═══ DATA PROVIDED
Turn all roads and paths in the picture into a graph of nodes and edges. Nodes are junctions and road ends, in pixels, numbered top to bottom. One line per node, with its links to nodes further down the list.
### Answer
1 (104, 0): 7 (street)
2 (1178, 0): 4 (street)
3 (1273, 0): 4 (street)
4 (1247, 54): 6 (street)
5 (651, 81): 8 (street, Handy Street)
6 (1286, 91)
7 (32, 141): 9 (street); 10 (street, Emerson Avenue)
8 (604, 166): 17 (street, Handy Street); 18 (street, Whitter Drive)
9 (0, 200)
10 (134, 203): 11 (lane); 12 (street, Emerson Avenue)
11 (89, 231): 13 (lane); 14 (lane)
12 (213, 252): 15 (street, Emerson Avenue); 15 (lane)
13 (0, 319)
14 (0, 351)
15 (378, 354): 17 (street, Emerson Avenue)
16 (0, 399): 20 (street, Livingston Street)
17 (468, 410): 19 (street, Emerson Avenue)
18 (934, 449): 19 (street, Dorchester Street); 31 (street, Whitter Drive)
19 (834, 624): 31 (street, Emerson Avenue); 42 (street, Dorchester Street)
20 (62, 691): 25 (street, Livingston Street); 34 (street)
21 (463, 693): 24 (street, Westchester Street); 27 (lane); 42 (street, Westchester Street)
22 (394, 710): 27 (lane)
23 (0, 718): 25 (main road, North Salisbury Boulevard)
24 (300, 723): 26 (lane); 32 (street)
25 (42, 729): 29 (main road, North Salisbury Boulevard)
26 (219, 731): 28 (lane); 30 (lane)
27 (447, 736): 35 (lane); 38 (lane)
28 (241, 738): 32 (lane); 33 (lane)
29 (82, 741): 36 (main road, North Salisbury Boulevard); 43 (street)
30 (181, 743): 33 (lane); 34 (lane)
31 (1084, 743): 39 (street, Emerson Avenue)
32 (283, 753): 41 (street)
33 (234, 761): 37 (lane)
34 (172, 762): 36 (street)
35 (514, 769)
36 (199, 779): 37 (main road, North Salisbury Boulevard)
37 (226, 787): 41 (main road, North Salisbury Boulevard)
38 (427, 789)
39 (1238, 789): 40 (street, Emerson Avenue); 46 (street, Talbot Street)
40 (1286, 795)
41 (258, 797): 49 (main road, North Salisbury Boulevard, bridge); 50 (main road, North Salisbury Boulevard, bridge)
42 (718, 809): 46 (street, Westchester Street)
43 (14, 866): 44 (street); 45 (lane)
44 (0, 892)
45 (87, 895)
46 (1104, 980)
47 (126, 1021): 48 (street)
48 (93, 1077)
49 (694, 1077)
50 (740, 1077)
══════
YOUR ASSIGNMENT
Each of the records should be written out again, exactly as it reads.

SOLUTION TO THE EXERCISE
Turn all roads and paths in the picture into a graph of nodes and edges. Nodes are junctions and road ends, in pixels, numbered top to bottom. One line per node, with its links to nodes further down the list.
### Answer
1 (104, 0): 7 (street)
2 (1178, 0): 4 (street)
3 (1273, 0): 4 (street)
4 (1247, 54): 6 (street)
5 (651, 81): 8 (street, Handy Street)
6 (1286, 91)
7 (32, 141): 9 (street); 10 (street, Emerson Avenue)
8 (604, 166): 17 (street, Handy Street); 18 (street, Whitter Drive)
9 (0, 200)
10 (134, 203): 11 (lane); 12 (street, Emerson Avenue)
11 (89, 231): 13 (lane); 14 (lane)
12 (213, 252): 15 (street, Emerson Avenue); 15 (lane)
13 (0, 319)
14 (0, 351)
15 (378, 354): 17 (street, Emerson Avenue)
16 (0, 399): 20 (street, Livingston Street)
17 (468, 410): 19 (street, Emerson Avenue)
18 (934, 449): 19 (street, Dorchester Street); 31 (street, Whitter Drive)
19 (834, 624): 31 (street, Emerson Avenue); 42 (street, Dorchester Street)
20 (62, 691): 25 (street, Livingston Street); 34 (street)
21 (463, 693): 24 (street, Westchester Street); 27 (lane); 42 (street, Westchester Street)
22 (394, 710): 27 (lane)
23 (0, 718): 25 (main road, North Salisbury Boulevard)
24 (300, 723): 26 (lane); 32 (street)
25 (42, 729): 29 (main road, North Salisbury Boulevard)
26 (219, 731): 28 (lane); 30 (lane)
27 (447, 736): 35 (lane); 38 (lane)
28 (241, 738): 32 (lane); 33 (lane)
29 (82, 741): 36 (main road, North Salisbury Boulevard); 43 (street)
30 (181, 743): 33 (lane); 34 (lane)
31 (1084, 743): 39 (street, Emerson Avenue)
32 (283, 753): 41 (street)
33 (234, 761): 37 (lane)
34 (172, 762): 36 (street)
35 (514, 769)
36 (199, 779): 37 (main road, North Salisbury Boulevard)
37 (226, 787): 41 (main road, North Salisbury Boulevard)
38 (427, 789)
39 (1238, 789): 40 (street, Emerson Avenue); 46 (street, Talbot Street)
40 (1286, 795)
41 (258, 797): 49 (main road, North Salisbury Boulevard, bridge); 50 (main road, North Salisbury Boulevard, bridge)
42 (718, 809): 46 (street, Westchester Street)
43 (14, 866): 44 (street); 45 (lane)
44 (0, 892)
45 (87, 895)
46 (1104, 980)
47 (126, 1021): 48 (street)
48 (93, 1077)
49 (694, 1077)
50 (740, 1077)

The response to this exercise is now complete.